Sarah Gottlieb, of the Save Swiss Cottage campaign group, heralded the comments from the Mayor, adding: “This is proof protest can work.
“We were particularly heartened to hear Boris urging residents in Camden to make representations to the council on the scheme.
“We echo this.
“We’ve won a battle but now we need to go on and win the war.”
But the Mayor did not – and, according to fellow Conservatives, could not – go as far as to say he would not use powers to overrule the council’s decision should they reject the application.
Andrew Dismore, Labour London Assembly Member for Barnet and Camden, asked a number of times for the Mayor to commit to not overruling any decision made by Camden Council.

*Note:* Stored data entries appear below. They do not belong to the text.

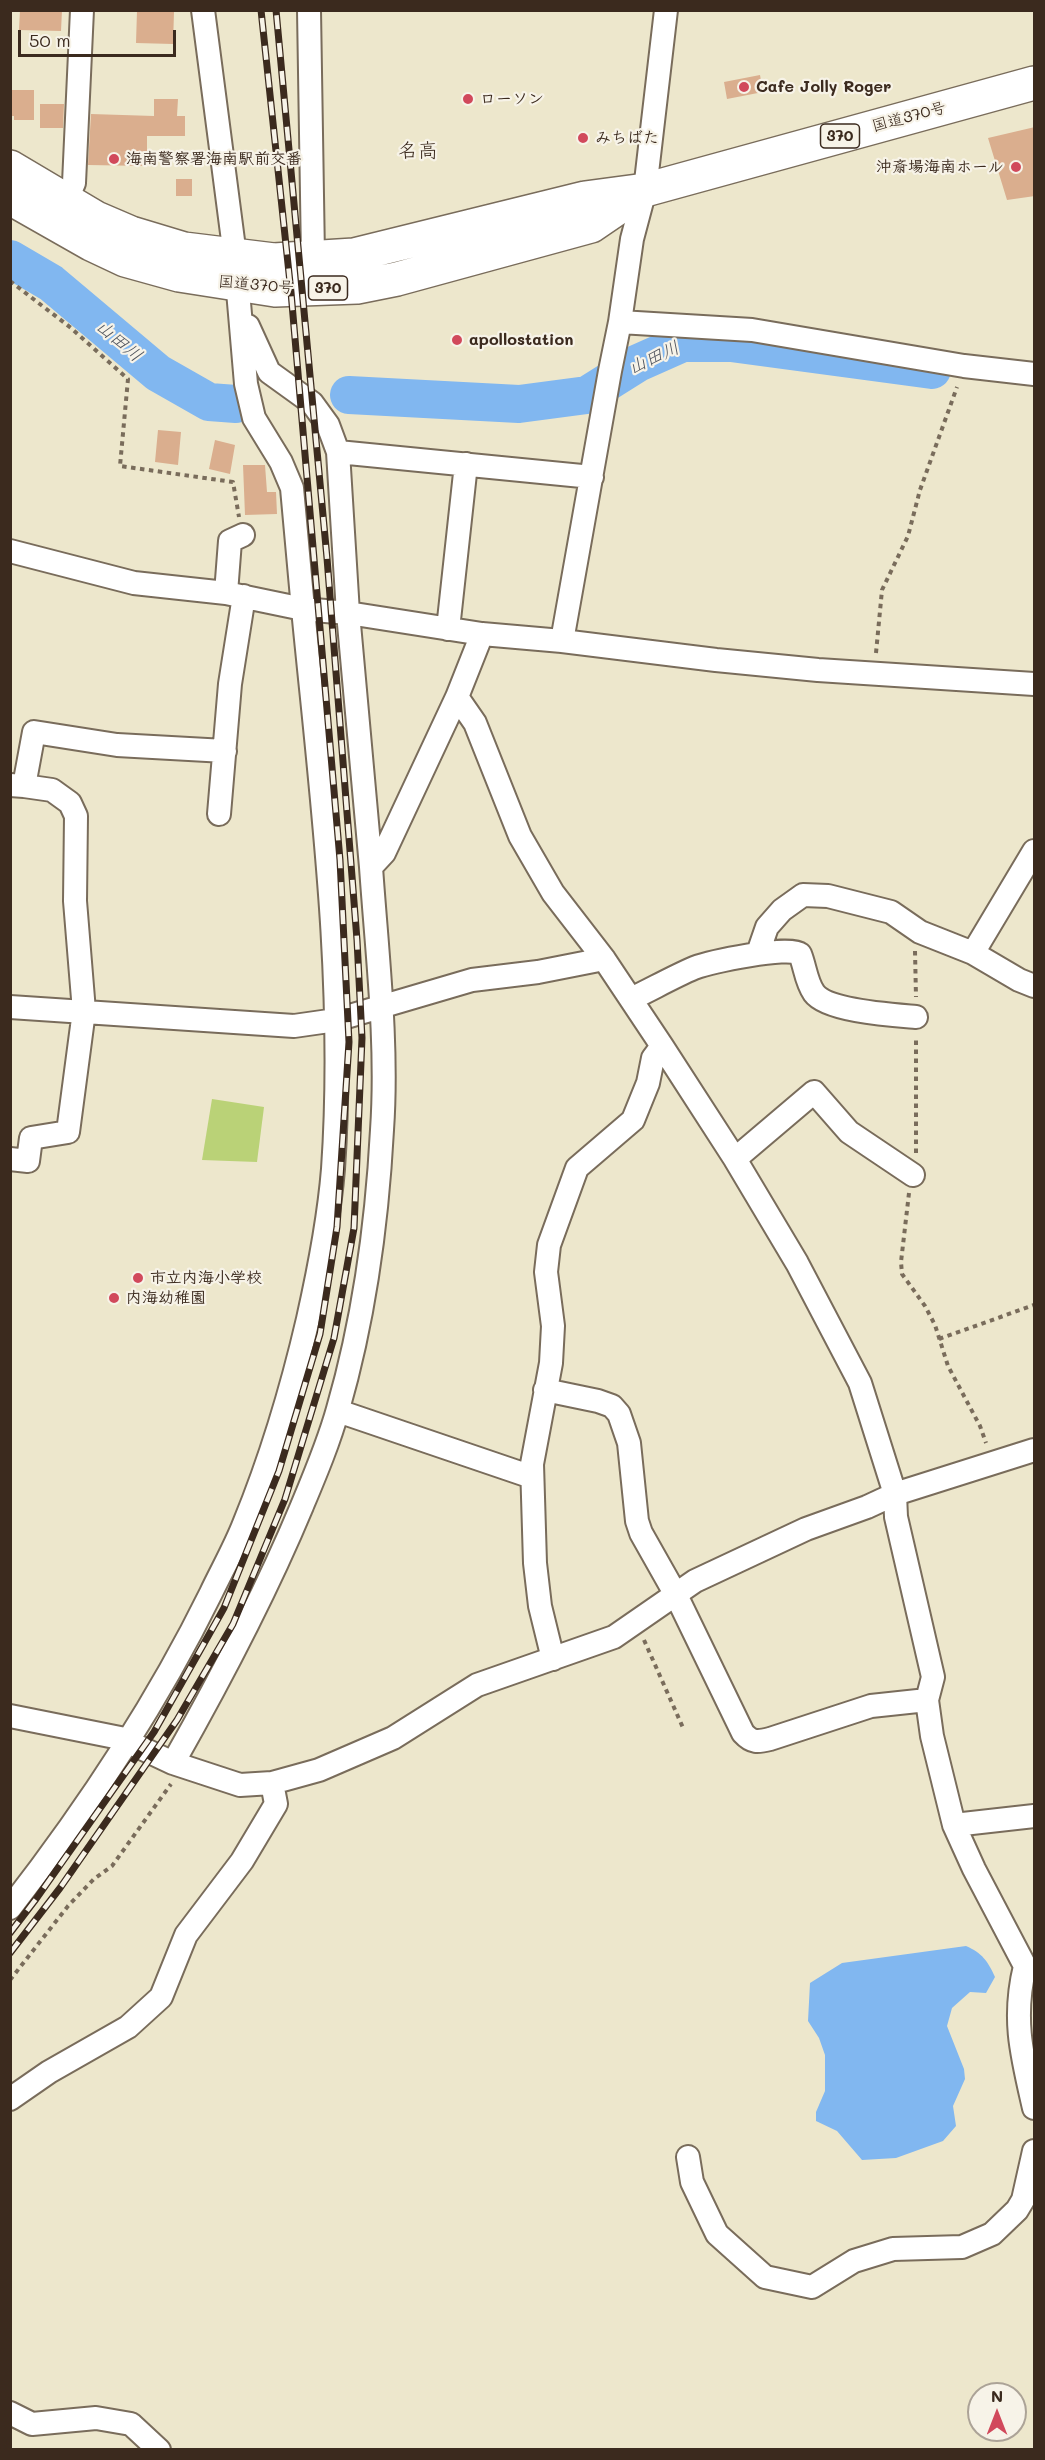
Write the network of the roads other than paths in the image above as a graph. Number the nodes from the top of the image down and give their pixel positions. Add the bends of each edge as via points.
1 (82, 10) edge
2 (203, 10) edge
3 (309, 10) edge
4 (666, 10) edge
5 (1035, 83) edge
6 (10, 167) edge
7 (645, 190) junction
8 (10, 198) edge
9 (61, 213) junction
10 (313, 257) junction
11 (237, 282) junction
12 (620, 322) junction
13 (1035, 374) edge
14 (338, 452) junction
15 (466, 464) junction
16 (592, 477) junction
17 (243, 535) road end
18 (10, 551) edge
19 (235, 594) junction
20 (303, 609) junction
21 (348, 613) junction
22 (448, 628) junction
23 (482, 634) junction
24 (562, 641) junction
25 (1035, 684) edge
26 (457, 697) junction
27 (225, 751) junction
28 (17, 786) edge
29 (219, 814) dead end
30 (1035, 851) edge
31 (371, 867) junction
32 (758, 953) junction
33 (973, 953) junction
34 (604, 959) junction
35 (1035, 986) edge
36 (631, 999) junction
37 (380, 1006) junction
38 (10, 1007) edge
39 (84, 1011) junction
40 (916, 1017) road end
41 (336, 1020) junction
42 (662, 1046) junction
43 (735, 1159) junction
44 (10, 1160) edge
45 (913, 1175) road end
46 (544, 1390) junction
47 (338, 1411) junction
48 (1035, 1450) edge
49 (532, 1477) junction
50 (895, 1494) junction
51 (676, 1595) junction
52 (553, 1659) junction
53 (927, 1700) junction
54 (10, 1716) edge
55 (129, 1743) junction
56 (178, 1765) junction
57 (272, 1783) junction
58 (1035, 1816) edge
59 (954, 1825) junction
60 (10, 1908) edge
61 (10, 2099) edge
62 (1035, 2108) edge
63 (1035, 2151) edge
64 (688, 2157) dead end
65 (10, 2413) edge
66 (159, 2450) edge

1 - 9 street via 74,183
2 - 11 street
3 - 10 street
4 - 7 street
5 - 7 highway, 国道370号 / 370
6 - 9 highway, 国道370号 / 370
7 - 10 highway, 国道370号 / 370 via 585,198 354,255
7 - 11 highway, 国道370号 / 370 via 591,225 397,279 357,286 275,290
7 - 12 street via 632,239
8 - 9 highway, 国道370号 / 370
9 - 11 highway, 国道370号 / 370 via 184,249
10 - 11 highway, 国道370号 / 370 via 274,260
11 - 14 street via 269,372 312,403 328,425
11 - 20 street via 246,384 254,418 292,488
12 - 13 street via 752,330 964,366
12 - 16 street
14 - 15 street
14 - 21 street
15 - 16 street
15 - 22 street
16 - 24 street
17 - 19 street via 230,541
18 - 19 street via 134,583
19 - 20 street
19 - 27 street
20 - 21 street
20 - 41 street via 330,888
21 - 22 street
21 - 31 street
22 - 23 street
23 - 24 street
23 - 26 street
24 - 25 street via 716,660
26 - 31 street via 384,852
26 - 34 street via 475,723 520,836 553,893
27 - 28 street via 117,745 34,732
27 - 29 street
28 - 39 street via 52,790 70,803 76,816 75,900
30 - 33 street
31 - 37 street
32 - 33 street via 767,927 803,895 828,896 891,912 915,929
32 - 36 street via 696,967
32 - 40 street via 796,951 812,991 824,1002
33 - 35 street
34 - 36 street
34 - 37 street via 472,980
36 - 42 street
37 - 41 street
37 - 47 street via 382,1129 374,1218 356,1336
38 - 39 street
39 - 41 street via 294,1026
39 - 44 street via 68,1132 32,1138 28,1161
41 - 55 street via 332,1173 318,1274 289,1395 244,1525 193,1630
42 - 43 street
42 - 46 street via 653,1058 633,1120 577,1168 549,1245 546,1272 553,1326 551,1363
43 - 45 street via 814,1092 849,1132
43 - 50 street via 797,1263 860,1383
46 - 49 street
46 - 51 street via 598,1401 612,1406 619,1414 629,1443 637,1521
47 - 49 street
47 - 56 street via 280,1557
48 - 50 street
49 - 52 street via 535,1563 540,1606
50 - 51 street via 806,1529 696,1581
50 - 53 street via 896,1517 933,1677
51 - 52 street via 615,1636
51 - 53 street via 750,1741 770,1739 871,1706
52 - 57 street via 477,1685 393,1738 319,1770
53 - 59 street
54 - 55 street
55 - 56 street
55 - 60 street
56 - 57 street via 240,1785
57 - 61 street via 276,1804 242,1861 186,1935 161,1998 128,2027
58 - 59 street
59 - 62 street via 1025,1966 1019,1989 1019,2044
63 - 64 street via 1023,2200 992,2234 962,2247 893,2250 864,2258 812,2287 765,2277 717,2234 692,2182
65 - 66 street via 32,2424 96,2418 130,2424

Mr Dismore said: “I regret to say the Conservative Assembly member raised the planning application in a very party political manner, trying to pin the entire responsibility for the decision on Camden Council.
“When I questioned the Mayor myself, he accepted that he had issued the stage 1 determination, which approved the scheme in principle.
“Whilst he repeatedly asserted the planning application was for Camden to decide, he refused to answer my question, which I put to him five times, as to whether he would undertake not to call in the decision, if Camden were to refuse it.
“It was clear to me from the exchanges therefore, that if Camden were to refuse it, the Mayor would almost certainly overrule their decision - just as he has called in the decision over the Mount Pleasant planning application.
“The only option for those who have concerns about the scheme seems to me to be for Camden to impose the strictest planning conditions it can, and to hope the Mayor does not overrule these.”
But Mr Boff said he was “almost certain” he would not call-in the council’s decision.
“I’d put money on the Mayor leaving the decision up to Camden Council,” he said.
“In his six years of office he has never called in a scheme as small as the Avenue Road development.
“For others to suggest he would call it in is quite ridiculous.
“Let’s be clear - the ball is in Camden Council’s court.
“If it approves the planning application, the tower will get built. If it rejects the application, it won’t.”
The date for the planning application to go before the council was set for July 31.
This has been pushed back to an as-yet unknown date.